VANCOUVER -- Flair Airlines Ltd. is pulling out of the airport in Abbotsford, B.C., due to a lack of passengers and intense competition from rival budget carrier Swoop.
Flair CEO Jim Scott cites an intense focus on the Abbotsford-Edmonton route by its competitor, a subsidiary of WestJet Airlines Ltd., that has resulted in a glut of cheap tickets.
“We just can't compete with $3 airfares in the market - and not just a few of them, but tens of thousands of tickets,” Scott said.
“Either we're going to be confined to very few routes or the government's got to step in and show that anti-dumping and predatory pricing has meaning in Canada,” he said in a phone interview.
Flair operates 12 flights between the two cities each week, but plans to stop in June. Swoop, Flair's only competitor along the route, operates 16 flights per week in winter and 24 flights per week in summer.
Flair said no passengers will face cancellations as a result of the Abbotsford pullout, which will also end flights between the Lower Mainland city and Kelowna, B.C., Calgary, Winnipeg and Toronto.
Swoop unveiled a so-called loonie sale last month, offering up to 100,000 seats for a base fare of $1 before taxes and fees. The sale disproportionately targets Edmonton-to-Abbotsford, which Swoop points out is its highest-frequency route.
“Swoop welcomes all airlines in the Canadian market that are providing more choice and accessibility for travellers. We have seen increased traveller demand for Edmonton-Abbotsford routes, making it one of our most popular,” the Calgary-based company said in an email.
“Swoop's goal is to continue to fill an important gap in the Canadian airline industry, making air travel simple, affordable and accessible to all travellers.”
More than one-quarter of the seats under Swoop's loonie deal are on the Edmonton-Abbotsford route.
Last year Flair opted to leave Hamilton for Toronto's Pearson International Airport, just months after Swoop landed at the smaller airport.
In 2018, the Competition Bureau launched an ongoing predatory pricing investigation into Swoop and WestJet over allegations the two carriers used anti-competitive practices to crowd out Flair from at least three routes.
Predatory pricing occurs when a company offers services below “avoidable costs” to hobble a competitor, along with an expectation to recoup losses through future price hikes, according to Competition Bureau guidelines.
“It's a matter of persuading the bureau that there's enough of a problem that they should take action,” said competition lawyer Richard Elliott, who used to work on airline cases at the Competition Bureau.

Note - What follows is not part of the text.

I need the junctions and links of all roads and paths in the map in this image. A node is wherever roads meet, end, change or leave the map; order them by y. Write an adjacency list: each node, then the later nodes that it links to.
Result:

“Predatory pricing cases are fairly difficult to prove,” he said, highlighting slippery definitions around avoidable costs, time frames and “abuse of dominance” under the Competition Act.

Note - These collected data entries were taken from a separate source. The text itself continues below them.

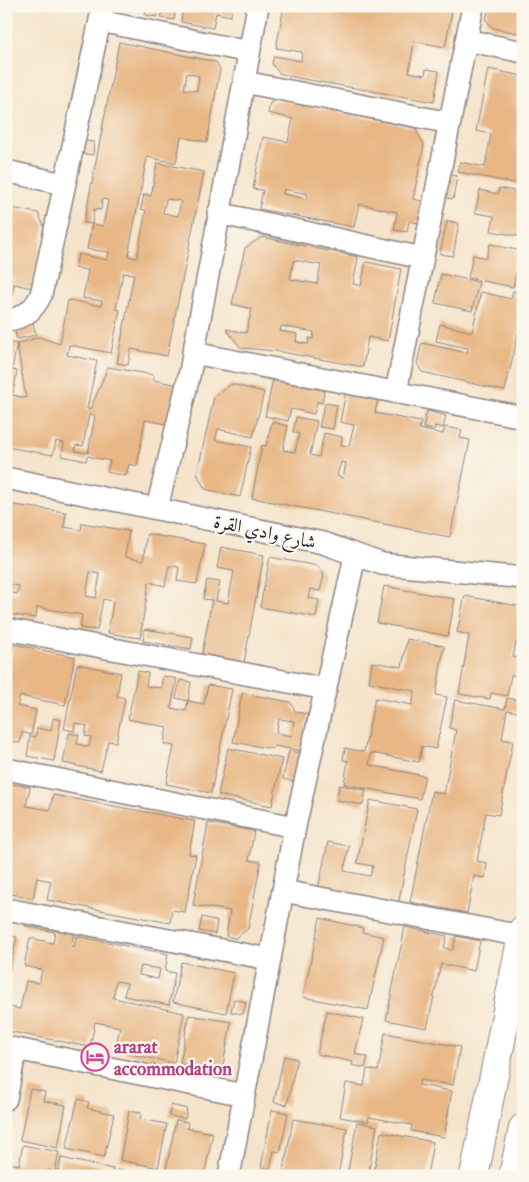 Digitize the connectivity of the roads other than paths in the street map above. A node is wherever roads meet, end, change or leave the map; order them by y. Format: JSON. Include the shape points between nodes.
{"nodes":[{"id":1,"x":258,"y":6,"type":"edge"},
{"id":2,"x":472,"y":6,"type":"edge"},
{"id":3,"x":101,"y":14,"type":"edge"},
{"id":4,"x":466,"y":40,"type":"junction"},
{"id":5,"x":249,"y":52,"type":"junction"},
{"id":6,"x":523,"y":52,"type":"edge"},
{"id":7,"x":244,"y":82,"type":"junction"},
{"id":8,"x":450,"y":123,"type":"junction"},
{"id":9,"x":6,"y":171,"type":"edge"},
{"id":10,"x":63,"y":184,"type":"junction"},
{"id":11,"x":218,"y":213,"type":"junction"},
{"id":12,"x":422,"y":258,"type":"junction"},
{"id":13,"x":6,"y":320,"type":"edge"},
{"id":14,"x":193,"y":353,"type":"junction"},
{"id":15,"x":396,"y":392,"type":"junction"},
{"id":16,"x":523,"y":417,"type":"edge"},
{"id":17,"x":6,"y":478,"type":"edge"},
{"id":18,"x":157,"y":508,"type":"junction"},
{"id":19,"x":355,"y":556,"type":"junction"},
{"id":20,"x":523,"y":578,"type":"edge"},
{"id":21,"x":6,"y":630,"type":"edge"},
{"id":22,"x":326,"y":689,"type":"junction"},
{"id":23,"x":6,"y":769,"type":"edge"},
{"id":24,"x":295,"y":827,"type":"junction"},
{"id":25,"x":282,"y":891,"type":"junction"},
{"id":26,"x":6,"y":909,"type":"edge"},
{"id":27,"x":522,"y":933,"type":"edge"},
{"id":28,"x":269,"y":959,"type":"junction"},
{"id":29,"x":11,"y":1048,"type":"edge"},
{"id":30,"x":244,"y":1095,"type":"junction"},
{"id":31,"x":6,"y":1099,"type":"edge"},
{"id":32,"x":523,"y":1128,"type":"edge"},
{"id":33,"x":229,"y":1176,"type":"edge"},
{"id":34,"x":474,"y":1176,"type":"edge"},
{"id":35,"x":513,"y":1176,"type":"edge"}],
"edges":[{"from":1,"to":5,"type":"street"},
{"from":2,"to":4,"type":"street"},
{"from":3,"to":5,"type":"street"},
{"from":3,"to":10,"type":"street"},
{"from":4,"to":6,"type":"street"},
{"from":4,"to":8,"type":"street"},
{"from":5,"to":7,"type":"street"},
{"from":7,"to":8,"type":"street"},
{"from":7,"to":11,"type":"street"},
{"from":8,"to":12,"type":"street"},
{"from":9,"to":10,"type":"street"},
{"from":10,"to":13,"type":"street","via":[[41,295],[26,314]]},
{"from":11,"to":12,"type":"street"},
{"from":11,"to":14,"type":"street"},
{"from":12,"to":15,"type":"street"},
{"from":14,"to":15,"type":"street"},
{"from":14,"to":18,"type":"street"},
{"from":15,"to":16,"type":"street"},
{"from":17,"to":18,"type":"street","name":"شارع وادي القرة"},
{"from":18,"to":19,"type":"street","name":"شارع وادي القرة","via":[[324,543]]},
{"from":19,"to":20,"type":"street","name":"شارع وادي القرة","via":[[382,564]]},
{"from":19,"to":22,"type":"street"},
{"from":21,"to":22,"type":"street"},
{"from":22,"to":24,"type":"street"},
{"from":23,"to":24,"type":"street"},
{"from":24,"to":25,"type":"street"},
{"from":25,"to":27,"type":"street"},
{"from":25,"to":28,"type":"street"},
{"from":26,"to":28,"type":"street"},
{"from":27,"to":34,"type":"main road"},
{"from":28,"to":30,"type":"street"},
{"from":29,"to":30,"type":"street"},
{"from":29,"to":31,"type":"street"},
{"from":30,"to":33,"type":"street"},
{"from":32,"to":35,"type":"main road"}]}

A lawsuit combating anti-competitive practices by a dominant firm - abuse of dominance - often has to show that prices have gone up - not down - to prove that competition is “substantially” reduced.
“You're going after somebody for having low prices in the market, which kind of flips things on its head,” Elliott said. “In the near term, that looks like something that consumers would like...but the longer-term effects may be detrimental if there's less competition.”
Edmonton-based Flair said Wednesday it will use its two freshly freed-up planes to add new flights to Ottawa, Saint John, N.B., Charlottetown and Halifax.